![Shepherd and Sheep](1.jpg)
Shepherd and Sheep. Oil on canvas. 14 1/4 x 11 1/2 inches (36 x 29 cm). Collection of Girton College, University of Cambridge, accession no. 22. Image courtesy of Girton College Collection reproduced via Art UK for purposes of non-commercial academic research.
This oil painting features a shepherd in a white robe and a flock of sheep in a rocky Algerian landscape. The foliage in the foreground and midground is treated in greater detail as compared to the treatment of the desolate landscape seen in the background. More than half of the paintings Bodichon exhibited featured Algerian subjects. In her first appearance at the Society of Female Artists in 1858 she had exhibited five Algerian landscapes. Algerian scenes were also the main subjects she showed at her solo exhibitions at Earnest Gambart's French Gallery in 1859, 1861, and 1864 and at her joint exhibition with Eliza Bridell-Fox at the German Gallery in July 1866.

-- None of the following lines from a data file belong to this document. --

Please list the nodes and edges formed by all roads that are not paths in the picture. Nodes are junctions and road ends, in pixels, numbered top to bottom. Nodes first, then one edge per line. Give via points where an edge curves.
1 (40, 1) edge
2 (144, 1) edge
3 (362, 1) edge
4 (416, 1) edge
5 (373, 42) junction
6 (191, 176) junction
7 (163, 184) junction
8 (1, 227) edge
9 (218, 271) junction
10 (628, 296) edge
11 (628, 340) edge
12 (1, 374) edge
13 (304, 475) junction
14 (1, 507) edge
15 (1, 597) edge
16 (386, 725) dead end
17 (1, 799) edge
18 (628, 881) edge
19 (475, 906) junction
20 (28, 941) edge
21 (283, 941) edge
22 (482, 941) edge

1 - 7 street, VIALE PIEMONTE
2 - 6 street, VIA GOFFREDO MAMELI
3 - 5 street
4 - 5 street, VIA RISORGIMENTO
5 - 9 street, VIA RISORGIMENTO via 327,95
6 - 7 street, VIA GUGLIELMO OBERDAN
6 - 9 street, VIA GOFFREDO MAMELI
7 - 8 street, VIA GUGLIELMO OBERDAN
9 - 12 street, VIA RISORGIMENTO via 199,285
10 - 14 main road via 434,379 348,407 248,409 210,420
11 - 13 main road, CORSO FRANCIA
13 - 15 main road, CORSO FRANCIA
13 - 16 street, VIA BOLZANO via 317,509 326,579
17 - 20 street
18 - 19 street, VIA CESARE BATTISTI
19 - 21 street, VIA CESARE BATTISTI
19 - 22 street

Margaretta Frederick has discussed the appeal, in terms of her art, of the exotic places that Bodichon visited:
The subject of her landscapes encompassed a broad geographical spectrum encountered through extensive travel, often to locales of colonial/imperial contestation. I suggest these landscapes were a reflection and manifestation of her desire for the empowerment of the "other," most prominently the enslaved she encountered in America and the colonised peoples of Algeria. Her compassion for the outsider was undoubtedly strengthened by her own position of exile within Victorian social and cultural conventions. The empathy for those who were vulnerable or defenceless was lifelong, grounded in her own unique position within British society. [122-23]
In terms of the work executed while in Algeria, Frederick has noted: "Using their Algiers home, located on the hill of Mustafa Superieure, overlooking the port as a home base, she continued her habit of arduous excursion, embarking on periodic explorations of the landscape, often in the company of women friends visiting from England" (135).
Bibliography
Appleyard, Kirsten. "Algerian Landscape, with the Atlas Mountains in the Distance." Gathered Leaves. Edited by Sonia Delre and Kirsten Appleyard. Ottawa: National Gallery of Canada, 2024, cat. 78, 170.
Frederick, Margaretta. "Politics and Paint: The Life Work of Barbara Leigh Smith Bodichon." Pre-Raphaelite Sisters. Art, Poetry and Female Agency in Victorian Britain. Eds. Glenda Youde and Robert Wilkes, Oxford: Peter Lang, 2022. 121-48.
Marsh, Jan, and Pamela Gerrish Nunn. Pre-Raphaelite Women Artists. Manchester: Manchester Cities Art Gallery, 1997, 104.
Shepherd and Sheep. Art UK. Web. 2 February 2025.